* What you need to do *
Look through the data below and show every line that includes "links".
___ Task data
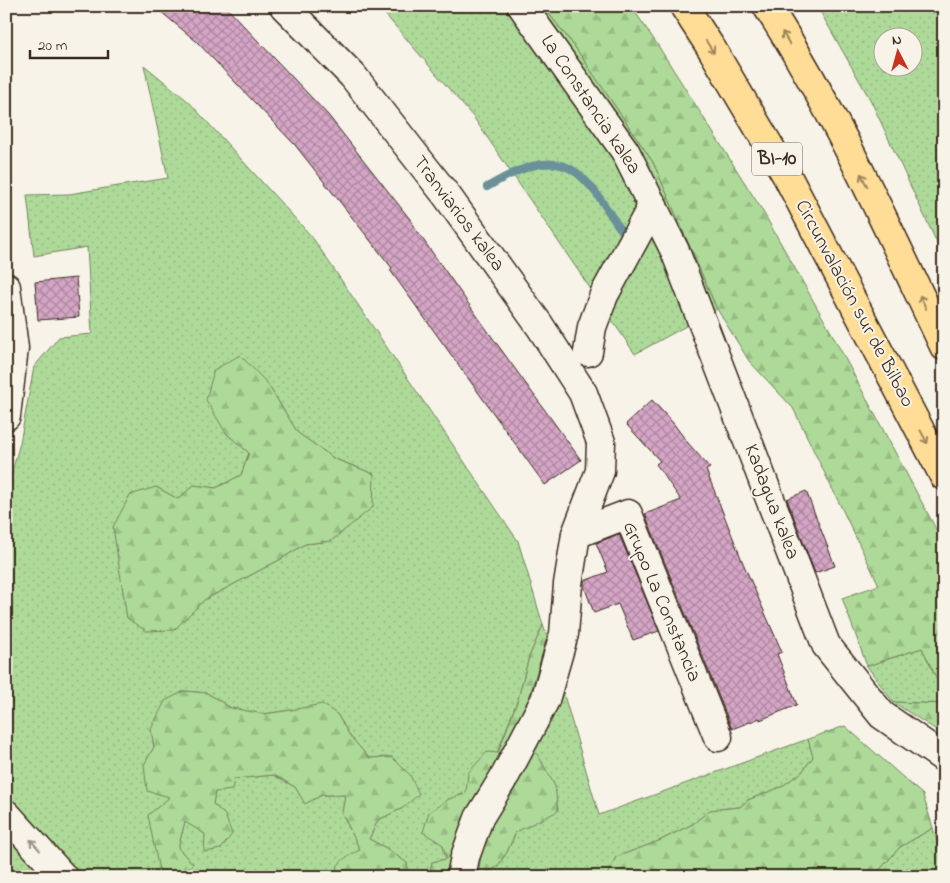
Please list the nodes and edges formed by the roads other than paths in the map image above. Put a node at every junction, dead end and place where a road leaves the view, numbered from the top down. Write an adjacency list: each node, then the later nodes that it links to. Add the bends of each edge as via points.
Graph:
______
___ Task data
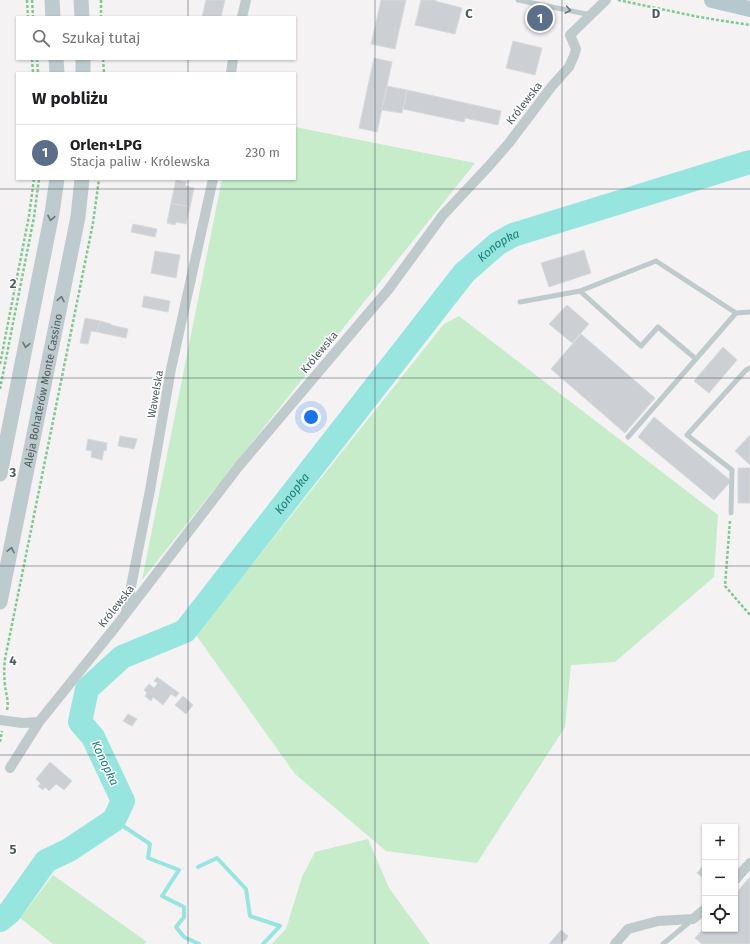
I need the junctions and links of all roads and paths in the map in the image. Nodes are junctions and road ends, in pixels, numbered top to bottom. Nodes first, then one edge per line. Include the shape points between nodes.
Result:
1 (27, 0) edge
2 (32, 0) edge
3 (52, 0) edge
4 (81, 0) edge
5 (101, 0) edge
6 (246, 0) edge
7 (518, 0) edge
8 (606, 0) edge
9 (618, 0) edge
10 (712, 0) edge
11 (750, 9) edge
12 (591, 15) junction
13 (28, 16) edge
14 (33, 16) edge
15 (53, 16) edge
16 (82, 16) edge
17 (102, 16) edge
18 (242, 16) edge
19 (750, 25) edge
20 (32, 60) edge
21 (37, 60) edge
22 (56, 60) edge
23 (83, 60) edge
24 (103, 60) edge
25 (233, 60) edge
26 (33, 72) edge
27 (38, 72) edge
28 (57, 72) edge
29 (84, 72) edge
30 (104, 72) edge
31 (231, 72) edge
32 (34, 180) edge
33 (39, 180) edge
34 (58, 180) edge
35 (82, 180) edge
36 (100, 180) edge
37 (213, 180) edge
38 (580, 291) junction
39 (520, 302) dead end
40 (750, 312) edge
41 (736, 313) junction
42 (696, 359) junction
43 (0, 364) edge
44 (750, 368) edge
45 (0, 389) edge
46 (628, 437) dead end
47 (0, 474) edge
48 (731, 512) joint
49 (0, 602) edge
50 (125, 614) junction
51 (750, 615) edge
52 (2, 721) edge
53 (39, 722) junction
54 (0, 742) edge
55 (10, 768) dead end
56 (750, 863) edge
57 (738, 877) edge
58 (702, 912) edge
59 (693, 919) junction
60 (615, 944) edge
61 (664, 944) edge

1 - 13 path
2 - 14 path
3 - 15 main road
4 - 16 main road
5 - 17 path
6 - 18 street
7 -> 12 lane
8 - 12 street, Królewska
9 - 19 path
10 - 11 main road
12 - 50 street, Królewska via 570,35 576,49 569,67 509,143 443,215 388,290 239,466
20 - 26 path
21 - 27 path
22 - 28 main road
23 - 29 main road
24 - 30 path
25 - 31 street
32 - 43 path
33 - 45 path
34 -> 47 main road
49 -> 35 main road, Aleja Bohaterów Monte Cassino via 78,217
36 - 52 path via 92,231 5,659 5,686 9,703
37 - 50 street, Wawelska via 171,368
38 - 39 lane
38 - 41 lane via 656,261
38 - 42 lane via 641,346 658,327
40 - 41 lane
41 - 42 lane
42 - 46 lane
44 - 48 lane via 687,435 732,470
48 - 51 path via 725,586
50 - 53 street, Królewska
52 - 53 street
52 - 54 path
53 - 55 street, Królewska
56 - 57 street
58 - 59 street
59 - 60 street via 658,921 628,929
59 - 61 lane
______
* Output below *
Please list the nodes and edges formed by the roads other than paths in the map image above. Put a node at every junction, dead end and place where a road leaves the view, numbered from the top down. Write an adjacency list: each node, then the later nodes that it links to. Add the bends of each edge as via points.
I need the junctions and links of all roads and paths in the map in the image. Nodes are junctions and road ends, in pixels, numbered top to bottom. Nodes first, then one edge per line. Include the shape points between nodes.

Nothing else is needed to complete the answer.